▶ _Task directions_:
Your answer should be the complete data, copied exactly.

▶ _Task material_:
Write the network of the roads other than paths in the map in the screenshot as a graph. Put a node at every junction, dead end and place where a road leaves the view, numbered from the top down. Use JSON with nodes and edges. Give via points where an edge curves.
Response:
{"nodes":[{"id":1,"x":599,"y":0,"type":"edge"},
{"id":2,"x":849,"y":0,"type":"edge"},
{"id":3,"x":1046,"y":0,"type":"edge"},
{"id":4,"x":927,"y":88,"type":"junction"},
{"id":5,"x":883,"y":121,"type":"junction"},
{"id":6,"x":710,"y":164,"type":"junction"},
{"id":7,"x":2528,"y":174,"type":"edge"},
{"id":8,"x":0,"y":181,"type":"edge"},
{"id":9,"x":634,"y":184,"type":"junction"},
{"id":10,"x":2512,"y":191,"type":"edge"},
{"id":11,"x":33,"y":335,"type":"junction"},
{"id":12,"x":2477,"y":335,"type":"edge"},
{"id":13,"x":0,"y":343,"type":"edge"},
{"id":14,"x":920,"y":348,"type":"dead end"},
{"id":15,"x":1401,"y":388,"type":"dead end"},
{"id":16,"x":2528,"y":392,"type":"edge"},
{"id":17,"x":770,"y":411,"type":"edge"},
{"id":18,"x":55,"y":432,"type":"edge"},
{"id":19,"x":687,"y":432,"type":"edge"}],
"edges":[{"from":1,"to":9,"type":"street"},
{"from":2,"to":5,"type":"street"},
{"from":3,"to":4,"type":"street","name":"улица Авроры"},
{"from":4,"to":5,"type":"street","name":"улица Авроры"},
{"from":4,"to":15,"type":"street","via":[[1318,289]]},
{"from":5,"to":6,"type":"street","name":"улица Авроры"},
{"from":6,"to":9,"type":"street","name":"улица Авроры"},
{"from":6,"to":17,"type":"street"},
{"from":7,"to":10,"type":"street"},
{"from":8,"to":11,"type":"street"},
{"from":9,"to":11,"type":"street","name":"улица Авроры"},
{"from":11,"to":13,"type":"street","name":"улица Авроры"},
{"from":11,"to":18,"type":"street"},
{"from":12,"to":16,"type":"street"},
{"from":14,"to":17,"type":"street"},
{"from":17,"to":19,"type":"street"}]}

▶ _Written solution_:
Write the network of the roads other than paths in the map in the screenshot as a graph. Put a node at every junction, dead end and place where a road leaves the view, numbered from the top down. Use JSON with nodes and edges. Give via points where an edge curves.
Response:
{"nodes":[{"id":1,"x":599,"y":0,"type":"edge"},
{"id":2,"x":849,"y":0,"type":"edge"},
{"id":3,"x":1046,"y":0,"type":"edge"},
{"id":4,"x":927,"y":88,"type":"junction"},
{"id":5,"x":883,"y":121,"type":"junction"},
{"id":6,"x":710,"y":164,"type":"junction"},
{"id":7,"x":2528,"y":174,"type":"edge"},
{"id":8,"x":0,"y":181,"type":"edge"},
{"id":9,"x":634,"y":184,"type":"junction"},
{"id":10,"x":2512,"y":191,"type":"edge"},
{"id":11,"x":33,"y":335,"type":"junction"},
{"id":12,"x":2477,"y":335,"type":"edge"},
{"id":13,"x":0,"y":343,"type":"edge"},
{"id":14,"x":920,"y":348,"type":"dead end"},
{"id":15,"x":1401,"y":388,"type":"dead end"},
{"id":16,"x":2528,"y":392,"type":"edge"},
{"id":17,"x":770,"y":411,"type":"edge"},
{"id":18,"x":55,"y":432,"type":"edge"},
{"id":19,"x":687,"y":432,"type":"edge"}],
"edges":[{"from":1,"to":9,"type":"street"},
{"from":2,"to":5,"type":"street"},
{"from":3,"to":4,"type":"street","name":"улица Авроры"},
{"from":4,"to":5,"type":"street","name":"улица Авроры"},
{"from":4,"to":15,"type":"street","via":[[1318,289]]},
{"from":5,"to":6,"type":"street","name":"улица Авроры"},
{"from":6,"to":9,"type":"street","name":"улица Авроры"},
{"from":6,"to":17,"type":"street"},
{"from":7,"to":10,"type":"street"},
{"from":8,"to":11,"type":"street"},
{"from":9,"to":11,"type":"street","name":"улица Авроры"},
{"from":11,"to":13,"type":"street","name":"улица Авроры"},
{"from":11,"to":18,"type":"street"},
{"from":12,"to":16,"type":"street"},
{"from":14,"to":17,"type":"street"},
{"from":17,"to":19,"type":"street"}]}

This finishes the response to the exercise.